Iain Hamilton: Koestler - A Biography
(London: Secker & Warburg 1982)

The first full-size biography of Arthur Koestler, this book is definitely worth thorough study. Care must be paid, though, to Koestler's ever-present tendency to instrumental self-representation. Iain Hamilton tells us that Koestler himself recommended him to write "as if his subject were dead". In reality, Koestler made all possible effort to influence somehow Hamilton's work, and feeling his strengths lessening and his end forthcoming (the book was printed in 1982 while Koestler took his life in 1983), he tried as hard as possible to have Hamilton finish his book within the expected time-frame, getting near to a law-suit.

Therefore, this book should be considered also as Koestler's extreme effort in leaving us a specific image of his, an effort that had begun a few decades before with his autobiographies and that was to end after a few months with Bricks to Babel, an omnibus to Koestler's works edited by Koestler himself, the last book he sent to print and therefore his final self-portrait.

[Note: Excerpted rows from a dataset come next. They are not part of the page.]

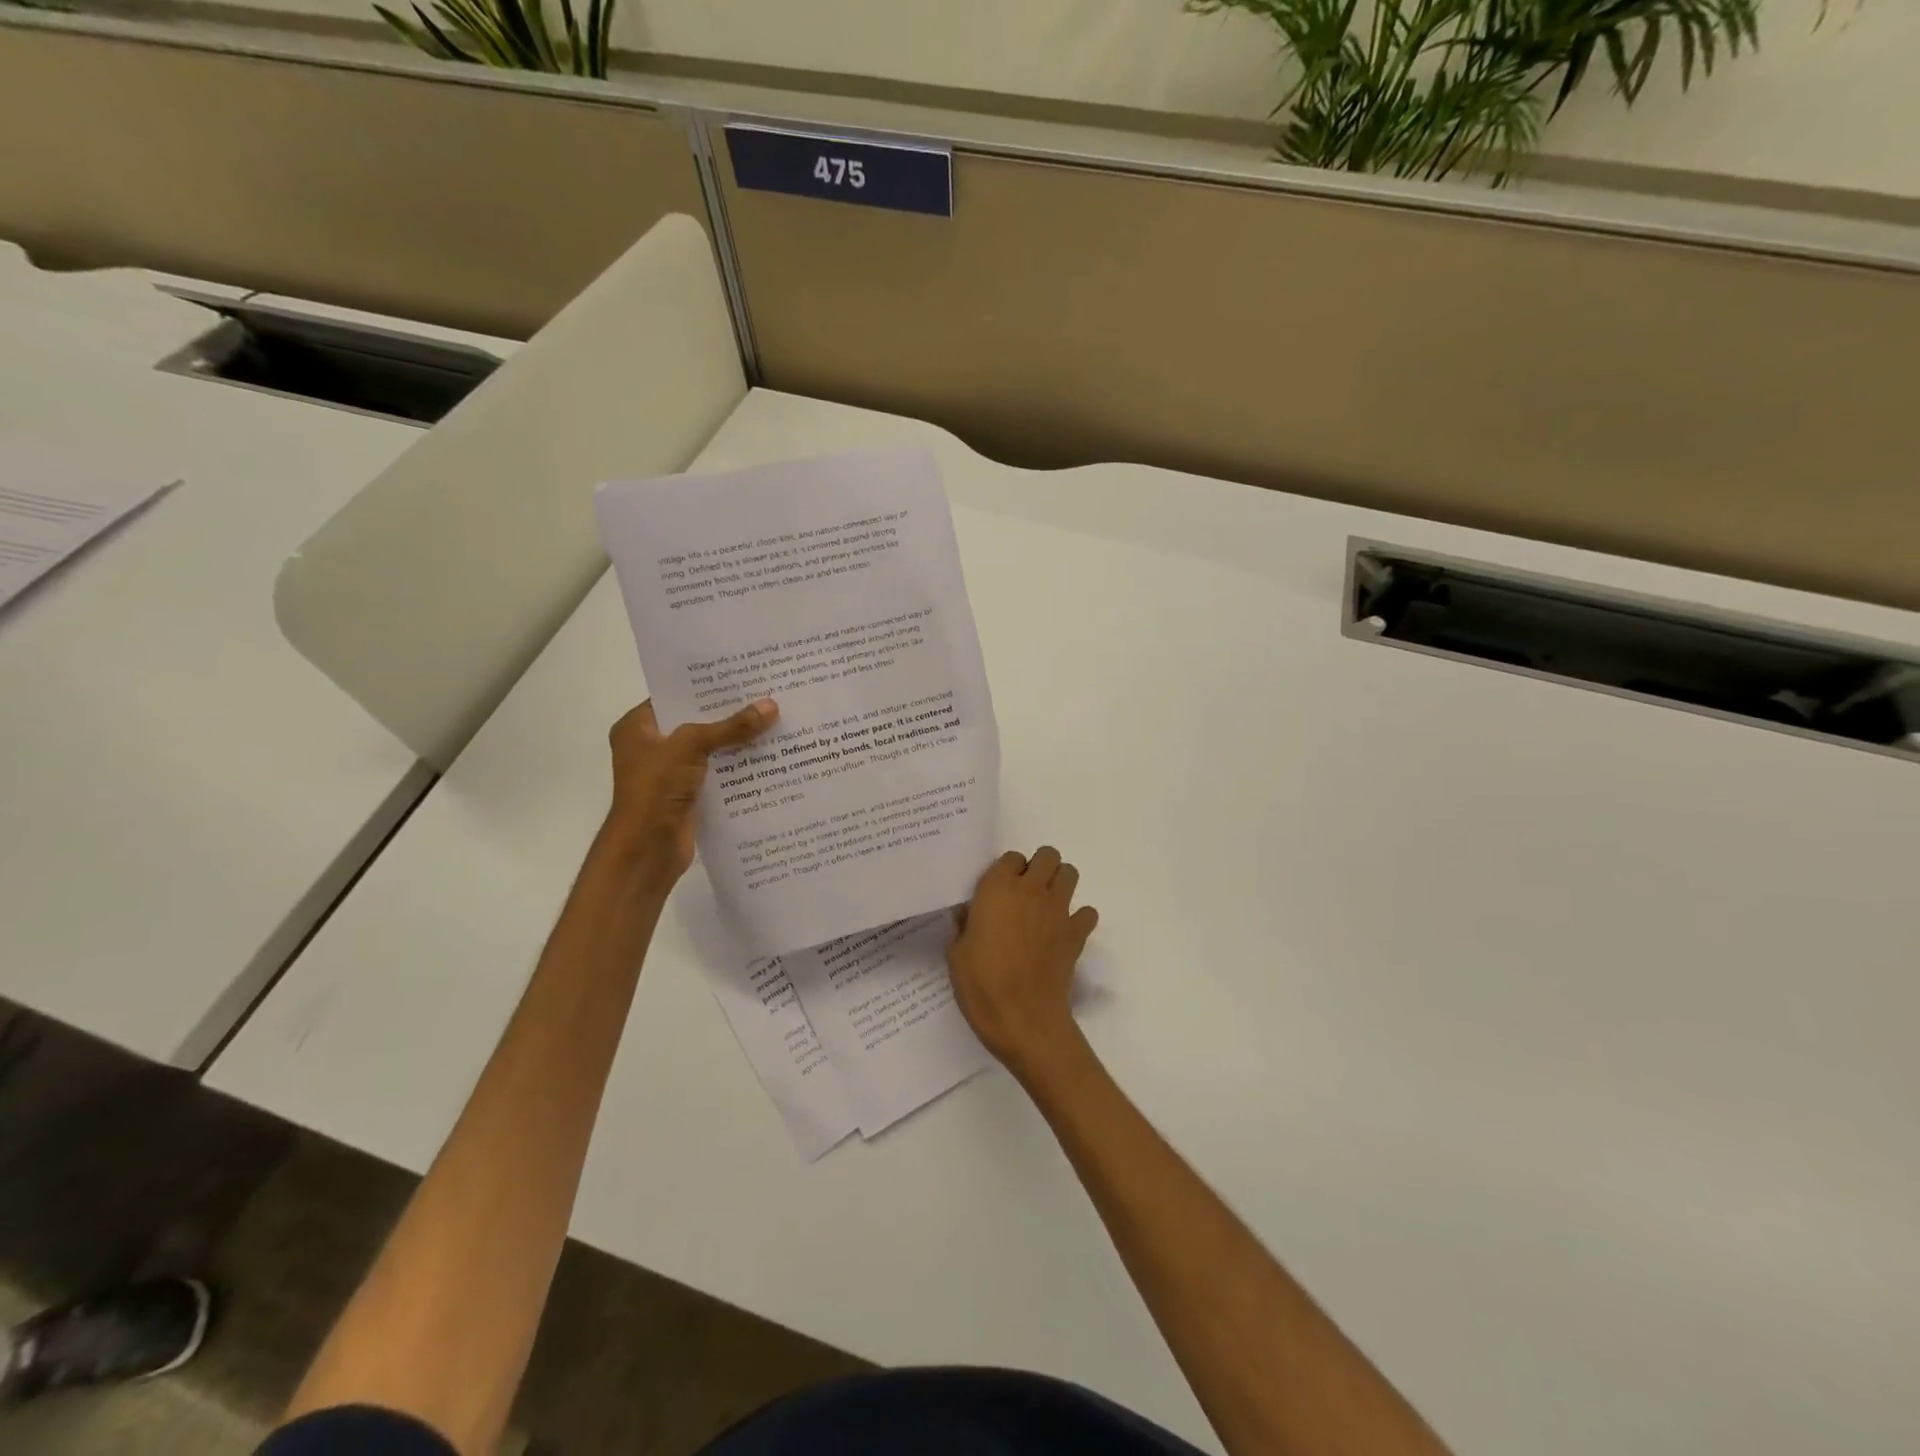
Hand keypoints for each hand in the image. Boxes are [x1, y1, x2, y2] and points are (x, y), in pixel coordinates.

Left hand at [597, 698, 776, 893]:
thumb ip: (731, 727)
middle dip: (729, 713)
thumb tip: (772, 706)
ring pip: (710, 750)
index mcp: (638, 727)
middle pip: (696, 722)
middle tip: (766, 695)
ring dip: (737, 742)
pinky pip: (718, 774)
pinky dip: (738, 768)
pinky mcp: (689, 796)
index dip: (706, 686)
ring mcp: (670, 774)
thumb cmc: (655, 789)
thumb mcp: (692, 746)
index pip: (674, 695)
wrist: (647, 850)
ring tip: (776, 721)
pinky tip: (769, 757)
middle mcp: (652, 747)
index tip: (741, 674)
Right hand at [948, 847, 1098, 1078]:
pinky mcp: (1077, 934)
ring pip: (1070, 873)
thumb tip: (969, 914)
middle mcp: (1032, 890)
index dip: (1006, 871)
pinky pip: (1087, 912)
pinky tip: (1064, 933)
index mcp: (998, 889)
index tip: (998, 891)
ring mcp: (1059, 911)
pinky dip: (1079, 918)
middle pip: (1047, 855)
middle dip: (1038, 867)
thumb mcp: (956, 954)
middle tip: (1025, 892)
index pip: (1010, 857)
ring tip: (1045, 905)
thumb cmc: (982, 985)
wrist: (1024, 1020)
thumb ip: (964, 925)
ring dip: (1059, 883)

George Mikes: Arthur Koestler - The Story of a Friendship
(London:Deutsch 1983)

The title says it all: this is a commemoration of Koestler as a friend. It was written just after Koestler's death by George Mikes, one of the few who could call Koestler a friend in those last years, and, although not really important as a biography, gives us a personal touch that is otherwise difficult to grasp in the more "canonical" biographies.


David Cesarani: Arthur Koestler - The Homeless Mind
(London: William Heinemann 1998)

In this wonderfully researched book, Cesarani almost for the first time goes through the curtain of self-representation that Koestler built up in the second half of his life. We have access to Koestler's private and yet undisclosed diaries, to documents and witnesses of people who lived with Koestler, and even to papers that Koestler himself could not see, like his CIA file or his KGB file, where a large batch of documents and manuscripts has emerged that where sacked by the French police in Koestler's flat in Paris in 1940 (Koestler considered them as lost, but in effect the Gestapo took these papers from the archives of the French Police, and in turn the Russians took them from the Gestapo archives).

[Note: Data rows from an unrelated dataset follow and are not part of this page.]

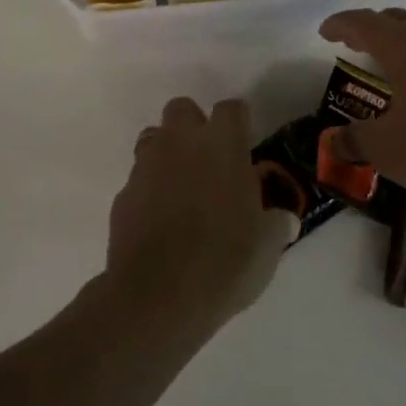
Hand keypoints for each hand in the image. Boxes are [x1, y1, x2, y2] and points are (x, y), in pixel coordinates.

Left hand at [104, 97, 298, 341]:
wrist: (157, 296)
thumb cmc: (224, 262)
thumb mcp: (268, 247)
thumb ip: (276, 223)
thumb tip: (282, 218)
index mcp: (222, 145)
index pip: (232, 108)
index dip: (239, 123)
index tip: (246, 146)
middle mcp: (181, 143)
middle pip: (183, 109)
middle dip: (194, 126)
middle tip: (209, 161)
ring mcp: (146, 166)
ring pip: (154, 137)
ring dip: (167, 153)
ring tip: (182, 188)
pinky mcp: (123, 195)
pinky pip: (138, 179)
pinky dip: (149, 190)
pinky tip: (160, 221)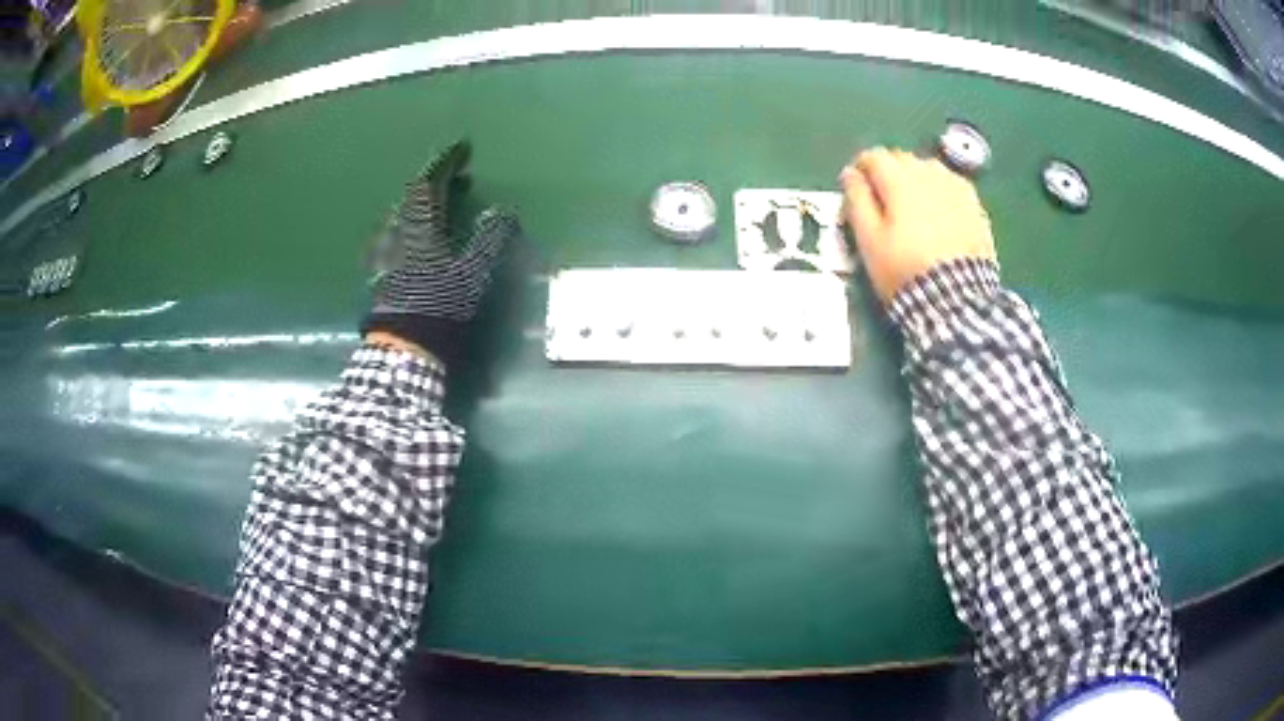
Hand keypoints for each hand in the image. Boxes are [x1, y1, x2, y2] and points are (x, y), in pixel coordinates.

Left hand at [362, 140, 519, 368]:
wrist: (404, 345)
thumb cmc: (440, 306)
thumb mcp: (474, 273)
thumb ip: (490, 238)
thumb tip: (502, 210)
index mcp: (419, 226)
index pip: (429, 181)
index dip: (445, 160)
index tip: (463, 146)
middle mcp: (398, 231)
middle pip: (413, 194)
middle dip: (437, 180)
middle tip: (460, 176)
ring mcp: (386, 251)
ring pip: (403, 213)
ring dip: (425, 201)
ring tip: (444, 203)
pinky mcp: (382, 270)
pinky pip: (397, 232)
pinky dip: (414, 223)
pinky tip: (420, 236)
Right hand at [840, 148, 995, 304]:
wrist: (957, 299)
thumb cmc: (905, 269)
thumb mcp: (869, 240)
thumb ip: (856, 200)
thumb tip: (850, 175)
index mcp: (899, 178)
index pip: (872, 156)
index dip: (860, 171)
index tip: (856, 191)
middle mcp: (929, 172)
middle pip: (901, 159)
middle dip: (888, 174)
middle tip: (883, 205)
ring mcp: (956, 186)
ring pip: (928, 169)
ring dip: (915, 181)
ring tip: (913, 211)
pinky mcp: (975, 205)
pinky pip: (951, 187)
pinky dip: (940, 194)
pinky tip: (939, 218)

This books also highlights some aspects of Koestler's character that were until now scarcely known, as his childhood, his real attitude towards his Jewishness, his behavior with woman. Cesarani also fully revealed an episode of Koestler raping a friend's wife, episode that has triggered huge discussions but that has somehow overshadowed the value of Cesarani's work, as being the most "itchy" aspect in the book it also was the part that got the largest coverage.